Intercellular spaces or “windows” have been repeatedly cited in several studies as one of the cytomorphological hallmark of MPM but this feature could be found in both MPM and reactive mesothelial cells, much less in adenocarcinoma (5, 6, 8). In our study, we noted that this feature was almost totally absent in cases of adenocarcinoma and reactive cytologies with a quite high specificity (96%). Cakir, et al. (11) also described that cell-in-cell engulfments are most commonly seen in MPM effusion samples (57,5%), lesser in adenocarcinoma (32,5%) and rarely noted in reactive mesothelial proliferation (3,3%). This fact made this feature useful in distinguishing especially MPM from reactive mesothelial proliferation. Our results were consistent with those above-mentioned findings delineated by Cakir, et al. (11), with a specificity of 90%.

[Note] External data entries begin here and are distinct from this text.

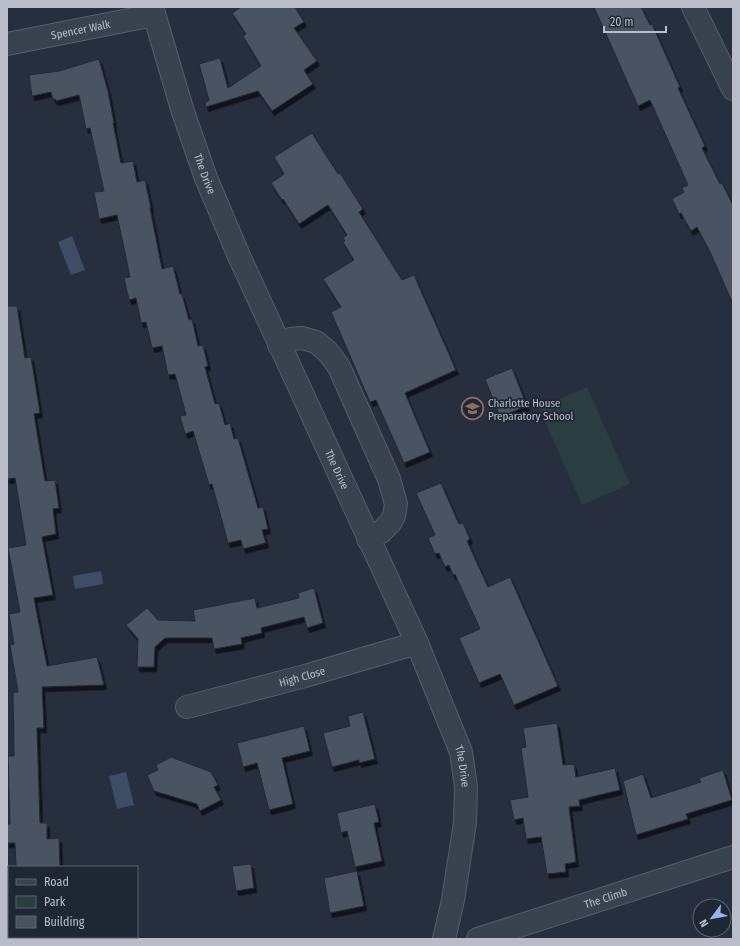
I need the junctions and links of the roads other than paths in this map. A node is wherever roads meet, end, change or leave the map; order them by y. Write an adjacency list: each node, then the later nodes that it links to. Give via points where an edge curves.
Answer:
1 (693, 7): 4 (street)
2 (153, 11): 3 (street, Spencer Walk); 5 (street, The Drive, via 206,178)
3 (7, 44)
4 (733, 89)
5 (280, 345): 6 (street, The Drive); 6 (street, via 291,339 302,338 316,342 328,352 339,368 390,479 396,504 394,516 382,532)
6 (368, 538): 7 (street, The Drive)
7 (417, 643): 8 (street, High Close); 10 (street, The Drive, via 461,752 466,787 465,823)
8 (187, 708)
9 (733, 857): 11 (street, The Climb)
10 (444, 939)
11 (478, 939)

The extracellular granular hyaluronic acid cores are reported to be diagnostic in MPM because adenocarcinoma secretes mucins (2, 12). The sensitivity and specificity of this sign reached respectively 50% and 100% in our study. However, this sign has been reported in reactive cells by whitaker, et al (8).
The presence of macronucleoli, cytoplasmic vacuolization and cytoplasmic blebbing have usually been favoring of MPM. Many studies through the literature indicated that macronucleoli were mainly seen in malignant effusions, whether in MPM or adenocarcinoma, whereas it’s a rare feature in reactive mesothelial cells ( 8, 13). Moreover, the sensitivity of macronucleoli in the study of Kaur, et al. (13) was about 41.9%. In the current study, this sign had a sensitivity of 50% and a specificity of 93%, in concordance with the literature. Cytoplasmic membrane protrusions or blebbing have been described as favoring a diagnosis of MPM in several studies (11, 13). In the current study, all the cases of MPM presented this feature with a sensitivity of 100%. However, this feature can be seen in cases of adenocarcinoma in the form of numerous microvacuoles unlike the large, well-defined vacuolation found in MPM (11, 14). In our study, the sensitivity of atypia reached 25%. This might be due to the fact that MPM are known to display rather mild atypia, which can be observed in reactive mesothelial proliferations (3, 6, 15). The major limitation of this study consists in the few number of malignant mesotheliomas included that can be explained by the rarity of these tumors. Besides, the results may be challenging to assimilate because of the multiple categories studied consisting in NMML, RL and MPM in addition to the numerous cytological signs assessed. The categories studied were necessary because the answer in the cytology report can’t be limited to a binary response consisting in benign or malignant. According to the International Standards, differentiating reactive lesions from malignant non mesotheliomatous ones and mesotheliomas is compulsory and challenging because of the unspecific signs. All these results point out the absence of a pathognomonic cytologic sign of malignant mesothelioma justifying the necessity of using immunocytochemical techniques (3, 8, 15, 16). Immunocytochemical markers are the same ones used in biopsies. According to the recommendations throughout the literature, at least four markers are needed, consisting in both positive and negative markers for mesothelial nature and for other differential diagnoses whether reactive cytologies or metastastic malignancies.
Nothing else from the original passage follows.